BEGIN Material for this task

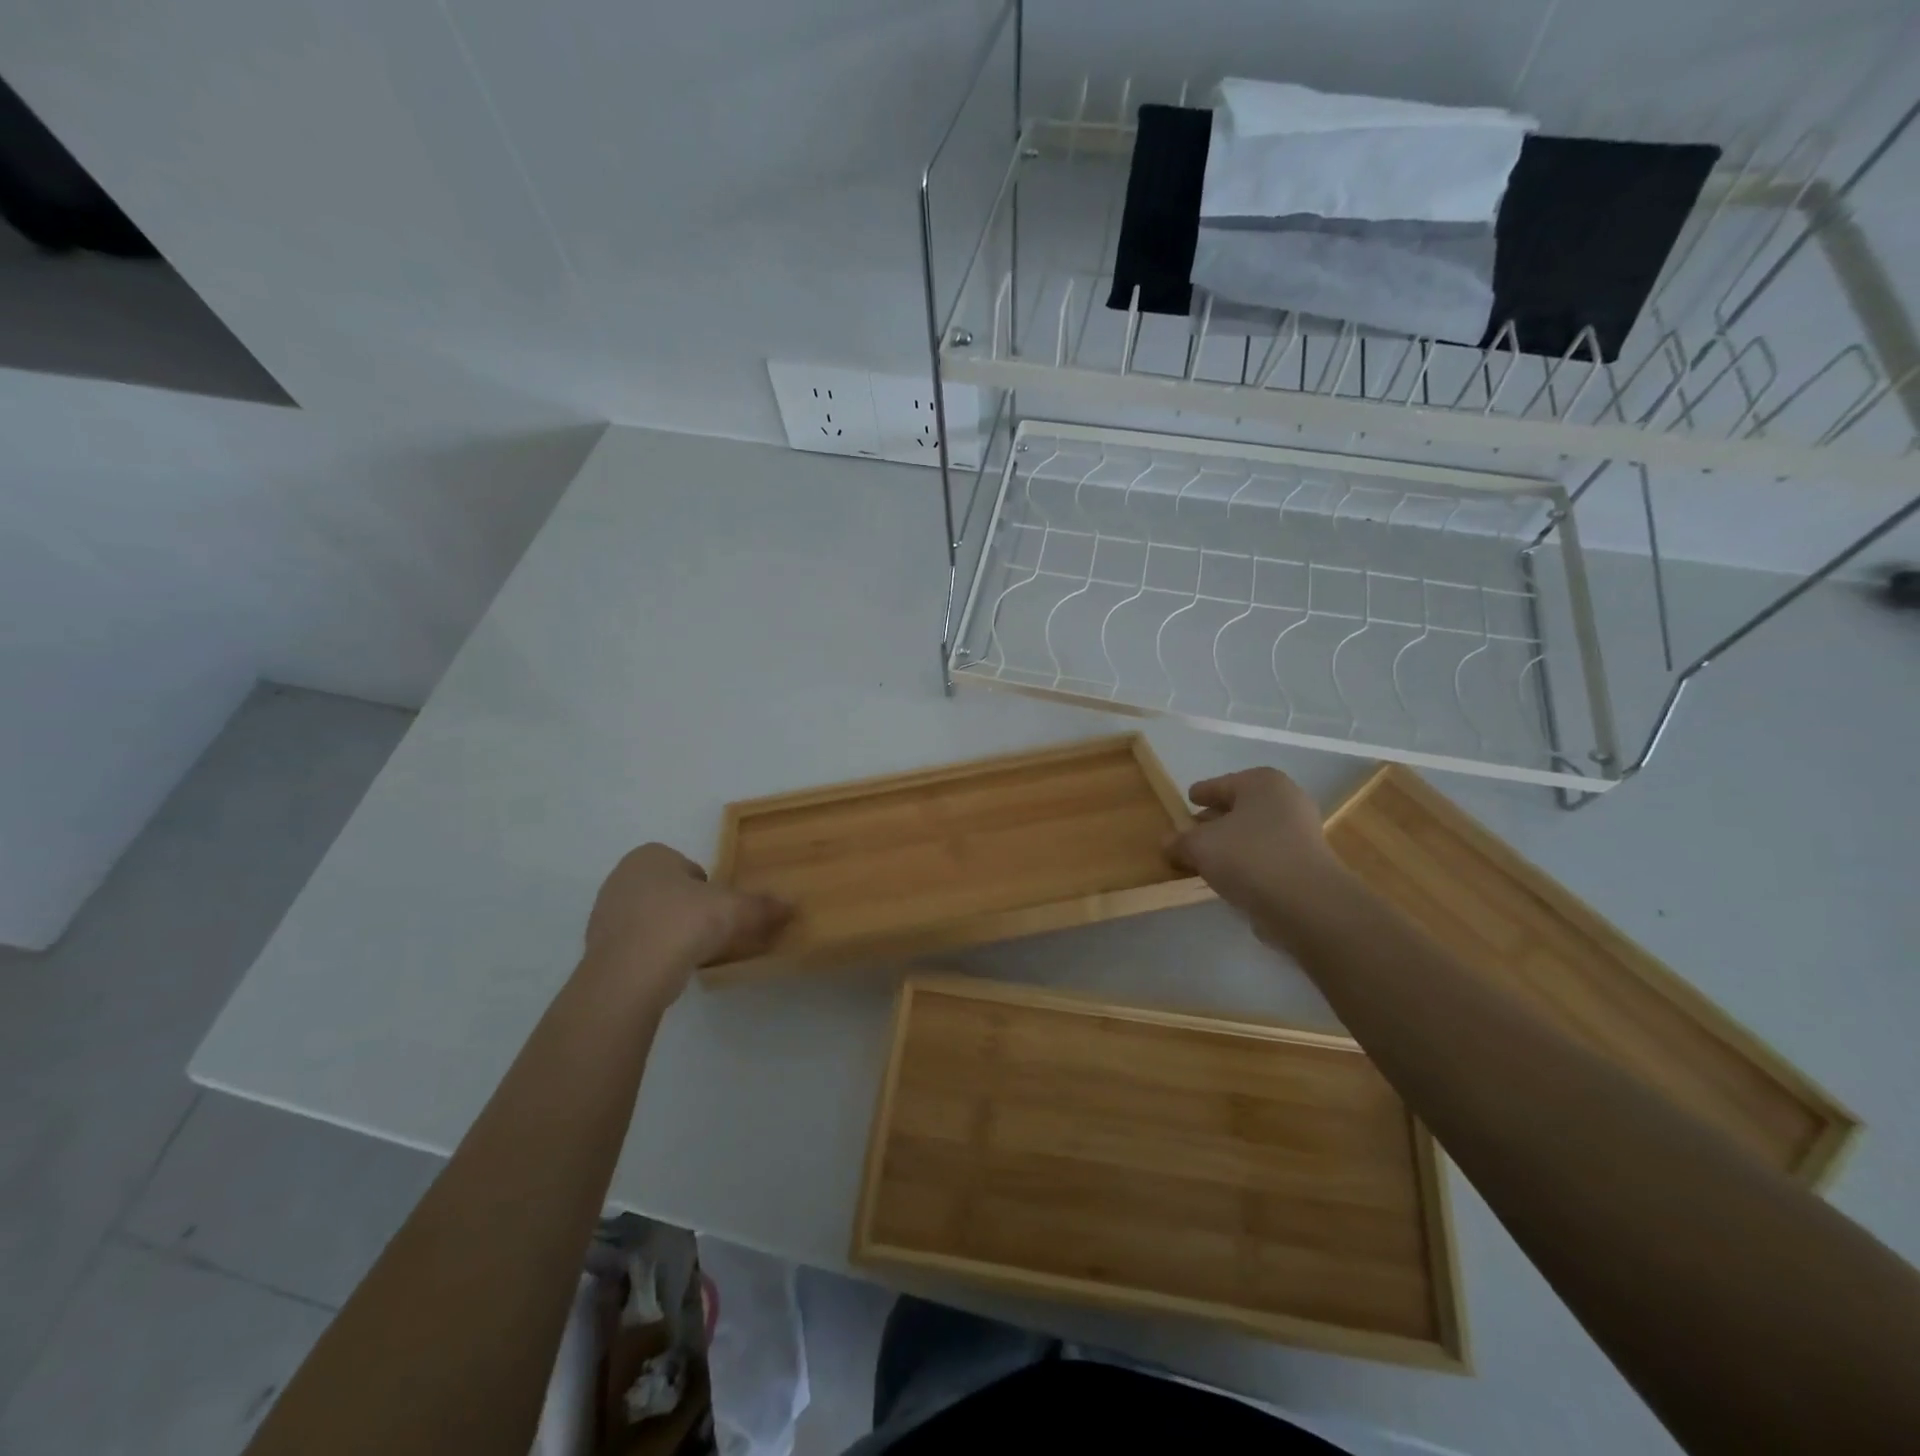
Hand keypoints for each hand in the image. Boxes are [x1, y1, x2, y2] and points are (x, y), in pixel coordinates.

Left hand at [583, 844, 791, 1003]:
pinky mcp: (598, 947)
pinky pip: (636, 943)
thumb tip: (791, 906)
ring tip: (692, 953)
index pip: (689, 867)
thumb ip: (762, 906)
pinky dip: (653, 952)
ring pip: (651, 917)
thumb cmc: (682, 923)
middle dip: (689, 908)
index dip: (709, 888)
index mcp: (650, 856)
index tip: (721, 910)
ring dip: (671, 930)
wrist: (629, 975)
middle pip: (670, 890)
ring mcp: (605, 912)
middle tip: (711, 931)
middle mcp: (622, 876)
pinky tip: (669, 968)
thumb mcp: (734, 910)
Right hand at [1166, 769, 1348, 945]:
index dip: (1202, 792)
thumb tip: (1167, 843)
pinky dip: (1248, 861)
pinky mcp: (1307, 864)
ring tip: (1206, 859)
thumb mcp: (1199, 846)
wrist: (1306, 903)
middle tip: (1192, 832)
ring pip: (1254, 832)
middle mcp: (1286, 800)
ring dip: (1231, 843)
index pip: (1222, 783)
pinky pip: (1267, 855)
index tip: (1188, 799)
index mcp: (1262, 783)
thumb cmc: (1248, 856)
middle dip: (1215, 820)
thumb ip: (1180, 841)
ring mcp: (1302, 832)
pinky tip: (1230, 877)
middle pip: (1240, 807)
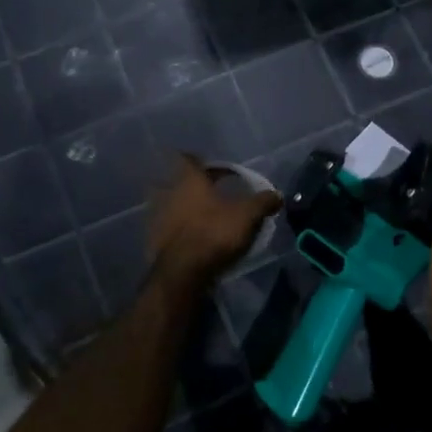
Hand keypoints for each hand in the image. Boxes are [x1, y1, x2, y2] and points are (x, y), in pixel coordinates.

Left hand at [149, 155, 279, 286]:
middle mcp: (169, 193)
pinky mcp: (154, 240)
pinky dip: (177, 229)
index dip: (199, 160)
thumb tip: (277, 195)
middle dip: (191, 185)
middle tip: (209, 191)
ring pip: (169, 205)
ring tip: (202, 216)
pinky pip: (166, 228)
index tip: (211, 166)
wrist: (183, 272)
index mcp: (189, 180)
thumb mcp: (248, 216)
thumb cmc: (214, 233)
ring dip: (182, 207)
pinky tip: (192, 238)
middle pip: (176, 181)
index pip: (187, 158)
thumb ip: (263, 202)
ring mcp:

END Material for this task

**Requirement:** Scan the records above for the string "pinky", then copy each line where it turns up.

**Answer to this exercise:**
pinky mcp: (598, 947)
pinky pip: (636, 943)
pinky dip: (653, 952)
pinky tip: (669, 968)
pinky dip: (1248, 861)
pinky mcp: (1307, 864)
pinky pip: (1267, 855)
pinky tip: (1230, 877)
pinky mcp: (154, 240)
pinky dip: (177, 229)
pinky pip: (166, 228)
pinky tip: (192, 238)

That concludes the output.